(Collected data entries)
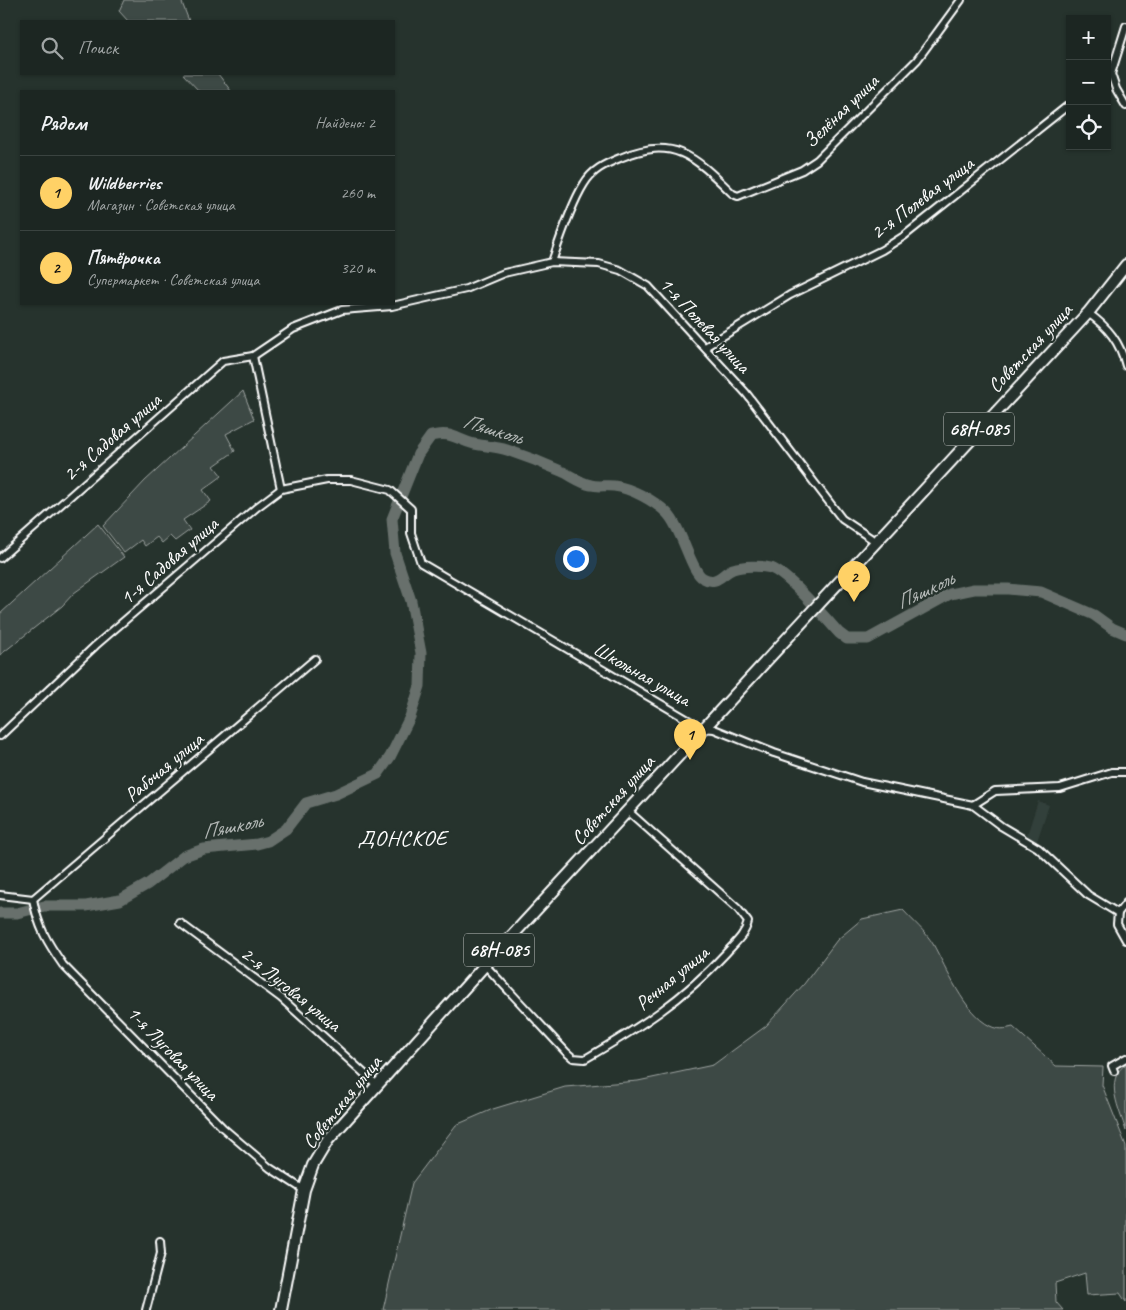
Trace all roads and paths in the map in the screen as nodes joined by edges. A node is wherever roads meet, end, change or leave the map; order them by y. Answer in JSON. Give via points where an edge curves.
{"nodes":[{"id":1,"x":962,"y":0,"type":"edge"},
{"id":2,"x":1126,"y":26,"type":"edge"},
{"id":3,"x":1111,"y":70,"type":"edge"},
{"id":4,"x":1111,"y":80,"type":"edge"},
{"id":5,"x":1069,"y":105,"type":"edge"},
{"id":6,"x":1126,"y":106,"type":"edge"},
{"id":7,"x":552,"y":262,"type":"junction"},
{"id":8,"x":1126,"y":265,"type":"edge"},
{"id":9,"x":1088,"y":313,"type":"junction"},
{"id":10,"x":705,"y":347,"type":"junction"},
{"id":11,"x":253,"y":356,"type":"junction"},
{"id":12,"x":1126,"y":366,"type":"edge"},
{"id":13,"x":282,"y":489,"type":"junction"},
{"id":14,"x":411,"y":509,"type":"joint"},
{"id":15,"x":875,"y":541,"type":"junction"},
{"id":16,"x":0,"y":558,"type":"edge"},
{"id":17,"x":315,"y":660,"type":"dead end"},
{"id":18,"x":702,"y":728,"type":"junction"},
{"id":19,"x":0,"y":736,"type":"edge"},
{"id":20,"x":1126,"y":772,"type":"edge"},
{"id":21,"x":973,"y":805,"type":"junction"},
{"id":22,"x":628,"y":811,"type":"junction"},
{"id":23,"x":0,"y":895,"type":"edge"},
{"id":24,"x":33,"y":899,"type":"junction"},
{"id":25,"x":1126,"y":903,"type":"edge"},
{"id":26,"x":1118,"y":913,"type":"junction"},
{"id":27,"x":180,"y":923,"type":"dead end"},
{"id":28,"x":1126,"y":940,"type":"edge"},
{"id":29,"x":485,"y":965,"type":"junction"},
{"id":30,"x":1126,"y":1058,"type":"edge"},
{"id":31,"x":1114,"y":1071,"type":"dead end"},
{"id":32,"x":377,"y":1085,"type":"junction"},
{"id":33,"x":304,"y":1190,"type":"junction"},
{"id":34,"x":160,"y":1242,"type":"dead end"},
{"id":35,"x":146,"y":1310,"type":"edge"},
{"id":36,"x":281,"y":1310,"type":"edge"}],
"edges":[{"from":1,"to":7,"type":"street","name":"Зелёная улица","via":[[917,60],[817,160],[802,170],[738,196],[692,157],[665,148],[638,150],[600,165],[584,184]]},
{"from":2,"to":3,"type":"street"},
{"from":4,"to":6,"type":"street"},
{"from":5,"to":10,"type":"street","name":"2-я Полевая улица","via":[[904,236],[882,250],[790,294]]},
{"from":7,"to":10,"type":"street","name":"1-я Полевая улица","via":[[599,264],[620,270],[648,286]]},
{"from":7,"to":11,"type":"street","name":"1-я Полевая улица","via":[[504,273],[457,291],[392,306],[342,310],[293,329]]},
{"from":8,"to":9,"type":"main road","name":"Советская улица","number":"68Н-085"},
{"from":9,"to":12,"type":"street","via":[[1114,336]]},
{"from":9,"to":15,"type":"main road","name":"Советская улица","number":"68Н-085"},
{"from":10,"to":15,"type":"street","name":"1-я Полевая улица","via":[[746,393],[842,519]]},
{"from":11,"to":13,"type":"street"},
{"from":11,"to":16,"type":"street","name":"2-я Садовая улица","via":[[224,361]]},
{"from":13,"to":14,"type":"street","name":"1-я Садовая улица","via":[[328,480],[351,480],[390,490]]},
{"from":13,"to":19,"type":"street","name":"1-я Садовая улица","via":[[250,512],[96,645]]},
{"from":14,"to":18,"type":"street","name":"Школьная улица","via":[[411,533],[421,563]]},
{"from":15,"to":18,"type":"main road","name":"Советская улица","number":"68Н-085"},
{"from":17,"to":24,"type":"street","name":"Рабочая улица"},
{"from":18,"to":21,"type":"street","name":"Школьная улица","via":[[714,729],[774,754],[862,782]]},
{"from":18,"to":22,"type":"main road","name":"Советская улица","number":"68Н-085"},
{"from":20,"to":21,"type":"street","via":[[1112,772],[1060,788],[995,791]]},
{"from":21,"to":26,"type":"street","name":"Школьная улица","via":[[1038,848],[1088,895]]},
{"from":22,"to":29,"type":"main road","name":"Советская улица","number":"68Н-085"},
{"from":22,"to":29,"type":"street","name":"Речная улица","via":[[738,909],[748,922],[739,939],[704,977],[670,1006],[584,1059],[573,1058],[566,1052]]},
{"from":23,"to":24,"type":"street"},
{"from":24,"to":33,"type":"street","name":"1-я Луговая улица","via":[[37,922],[63,964],[223,1128],[270,1168]]},
{"from":25,"to":26,"type":"street"},
{"from":26,"to":28,"type":"street","via":[[1117,924]]},
{"from":27,"to":32,"type":"street","name":"2-я Луговая улица","via":[[281,998]]},
{"from":29,"to":32,"type":"main road","name":"Советская улица","number":"68Н-085"},
{"from":30,"to":31,"type":"street","via":[[1112,1066]]},
{"from":32,"to":33,"type":"main road","name":"Советская улица","number":"68Н-085","via":[[328,1140],[313,1165]]},
{"from":33,"to":36,"type":"main road","name":"Советская улица","number":"68Н-085"},
{"from":34,"to":35,"type":"street","via":[[161,1253]]}]}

Exercise prompt: In the lines above, find each one with "Школьная" and list it.

Response to this exercise:
{"from":14,"to":18,"type":"street","name":"Школьная улица","via":[[411,533],[421,563]]},
{"from":18,"to":21,"type":"street","name":"Школьная улица","via":[[714,729],[774,754],[862,782]]},
{"from":21,"to":26,"type":"street","name":"Школьная улица","via":[[1038,848],[1088,895]]},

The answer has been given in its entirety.